832 Views 10 Replies Latest reply: Sep 9, 2006 7:17 PM by ds store
"Currently there is no commercially available HDCP content. ATI's Radeon® X and Radeon® 9550 series of GPUs are capable of processing HDCP signals ("HDCP ready"), however ATI does not presently manufacture any graphics cards which are HDCP ready. Some third parties manufacture graphics cards containing ATI GPUs -- you can inquire of them which models, if any, -- are HDCP ready."
So, if Apple sells HDCP ready 1900XT we will be able to watch HD movies. I don't think that Apple did it.
Raaaayte. HDCP ready. So does this mean it could be flashed later? This is for the GPU only so then the card could do HDCP when manufactured to a later time? Reminds me of this:
Apparently, they haven't covered their tracks on the X1900.
I heard that the ATI X1900XT
does in fact support HDCP
Unfortunately, not. The GPUs themselves "support" HDCP but their actual boards don't include the required hardware key to make the hi-def. On the other hand, ATI's lately announced X1950 (though not currently available for Mac) apparently does. From ATI's press release "The Radeon X1950 family is also capable of displaying one billion colors, or 10-bit throughout the graphics pipeline'2'. Lastly, the Radeon X1950 is also HDCP-compliant, including a built-in EEPROM and HDCP key'3'."
HDCP requires a DRMed monitor, or else what's the use?
When Apple has a complete solution then buy the upgraded video card and get a performance boost at the same time.
Right now things are so up in the air, both BlueRay and HD-DVD can't get enough blue diodes to make lasers, there is problems with the copy/content protection etc.
There isn't even enough BD or HD players in the stores to worry about getting it on computers yet.
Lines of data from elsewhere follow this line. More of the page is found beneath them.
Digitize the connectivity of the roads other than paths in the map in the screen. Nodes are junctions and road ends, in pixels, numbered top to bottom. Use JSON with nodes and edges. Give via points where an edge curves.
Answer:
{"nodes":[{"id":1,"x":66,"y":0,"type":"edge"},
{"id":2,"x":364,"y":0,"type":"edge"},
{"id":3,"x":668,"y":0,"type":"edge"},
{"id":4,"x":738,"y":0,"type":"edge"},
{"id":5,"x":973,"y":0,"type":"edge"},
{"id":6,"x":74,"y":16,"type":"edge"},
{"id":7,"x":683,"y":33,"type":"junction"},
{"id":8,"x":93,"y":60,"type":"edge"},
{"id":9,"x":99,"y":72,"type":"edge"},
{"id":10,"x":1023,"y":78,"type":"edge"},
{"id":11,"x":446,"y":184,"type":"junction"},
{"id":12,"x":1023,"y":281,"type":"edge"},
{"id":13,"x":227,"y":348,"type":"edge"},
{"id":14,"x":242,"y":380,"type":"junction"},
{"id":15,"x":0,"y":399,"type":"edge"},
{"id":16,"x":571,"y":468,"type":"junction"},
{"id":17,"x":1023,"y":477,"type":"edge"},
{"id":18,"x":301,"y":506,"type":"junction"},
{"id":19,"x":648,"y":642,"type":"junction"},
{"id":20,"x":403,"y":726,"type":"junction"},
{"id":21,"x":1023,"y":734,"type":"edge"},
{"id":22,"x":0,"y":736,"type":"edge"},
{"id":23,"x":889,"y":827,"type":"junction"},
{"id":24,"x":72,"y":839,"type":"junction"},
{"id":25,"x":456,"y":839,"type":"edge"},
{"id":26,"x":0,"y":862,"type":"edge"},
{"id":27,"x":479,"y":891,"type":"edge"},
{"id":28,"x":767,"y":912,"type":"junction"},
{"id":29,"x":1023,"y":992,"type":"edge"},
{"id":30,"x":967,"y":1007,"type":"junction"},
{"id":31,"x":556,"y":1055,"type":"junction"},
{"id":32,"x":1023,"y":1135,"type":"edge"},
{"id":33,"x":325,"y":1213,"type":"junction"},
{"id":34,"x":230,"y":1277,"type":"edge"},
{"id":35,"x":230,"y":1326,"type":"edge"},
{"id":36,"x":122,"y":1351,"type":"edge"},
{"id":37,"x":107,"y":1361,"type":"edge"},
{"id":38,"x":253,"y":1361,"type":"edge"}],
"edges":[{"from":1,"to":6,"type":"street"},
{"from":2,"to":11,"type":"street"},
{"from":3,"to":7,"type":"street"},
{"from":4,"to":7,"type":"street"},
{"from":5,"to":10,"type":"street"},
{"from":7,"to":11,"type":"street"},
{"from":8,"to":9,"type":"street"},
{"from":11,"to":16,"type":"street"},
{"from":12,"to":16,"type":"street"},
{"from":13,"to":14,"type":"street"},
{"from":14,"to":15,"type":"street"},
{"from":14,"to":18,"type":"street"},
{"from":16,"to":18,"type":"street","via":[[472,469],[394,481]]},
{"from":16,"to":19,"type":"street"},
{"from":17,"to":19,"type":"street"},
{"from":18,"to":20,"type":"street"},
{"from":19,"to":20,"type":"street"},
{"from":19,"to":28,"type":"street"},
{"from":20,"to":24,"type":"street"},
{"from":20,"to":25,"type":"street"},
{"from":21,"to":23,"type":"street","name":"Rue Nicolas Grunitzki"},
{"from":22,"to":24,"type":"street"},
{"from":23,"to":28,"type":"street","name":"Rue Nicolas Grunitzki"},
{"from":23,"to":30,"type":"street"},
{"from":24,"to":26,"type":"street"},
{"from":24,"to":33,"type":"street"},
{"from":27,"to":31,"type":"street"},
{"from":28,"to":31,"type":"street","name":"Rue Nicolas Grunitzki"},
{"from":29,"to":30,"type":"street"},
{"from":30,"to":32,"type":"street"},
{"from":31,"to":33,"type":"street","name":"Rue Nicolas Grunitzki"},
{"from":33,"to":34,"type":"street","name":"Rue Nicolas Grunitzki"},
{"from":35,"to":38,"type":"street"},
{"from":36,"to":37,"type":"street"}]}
I say relax and don't worry about it.
Both cards show:
# Optimized for performance at high display resolutions, including widescreen HDTV resolutions
Lossless Color Compression (up to 6:1) at all resolutions, including widescreen HDTV resolutions
DVI 1.0 compliant / HDMI interoperable and HDCP ready*
YPrPb component output for direct drive of HDTV displays
* Currently there is no commercially available HDCP content. ATI's Radeon® X and Radeon® 9550 series of GPUs are capable of processing HDCP signals ("HDCP ready"), however ATI does not presently manufacture any graphics cards which are HDCP ready. Some third parties manufacture graphics cards containing ATI GPUs -- you can inquire of them which models, if any, -- are HDCP ready. ATI Radeon X1900
Playing HDCP content may require additional HDCP ready components, including but not limited to an HDCP ready monitor, disc drive and computer system. ATI Radeon X1950
Mac Pro 2GHz 2GB WD Raptor/Caviar RE 320 Mac OS X (10.4.7) *do not use SoftRAID 3 on Mac Pro*
including but not limited to an HDCP ready monitor, disc drive and computer system
Too early to call it, that's why I'm a waiting for the Dual Quads, DRM monitors and BlueRay drives to arrive.
That HD content has to get on those BlueRays somehow.
Hopefully new hard drive technology will be used too, these 500GB drives are s-l-o-w once they are only marginally filled. Not very raw HD friendly.
Some of this has already been said but...ATI claims they are HDCP "ready", they just don't have the actual HDCP chips on the cards so, no, no HDCP on the X1900s at the moment, also no Apple monitors support this right now, look into a dell 2407FPW or 3007FPW for HDCP support, but again, these are likely worthless unless you have an HDCP card.
Keep in mind though also, I haven't seen any software players for this, I think they are out there because there are some Acer notbooks running XP that have HD DVD drives in them.
How about iTunes HD Movies for download to purchase and/or rent. Or a HD rental/purchase service through the Xbox 360 both would be nice as long as they weren't HDCP encrypted content.
BTW ATI got sued for claiming HDCP "ready"
What people don't know is HDCP is a rather draconian DRM scheme involving remote attestation.
So some sort of internet structure has to be setup to verify that your HDCP device is compliant.
This is most likely going to work through the large invisible firmware level called EFI on Intel based Mac's as part of the Trusted Computing initiative.
With EFI based Mac's and PC's, the OS is no longer in control of the hardware. EFI can contact the internet and download even before the OS even loads.
People are hacking EFI, I can just image the malware possibilities.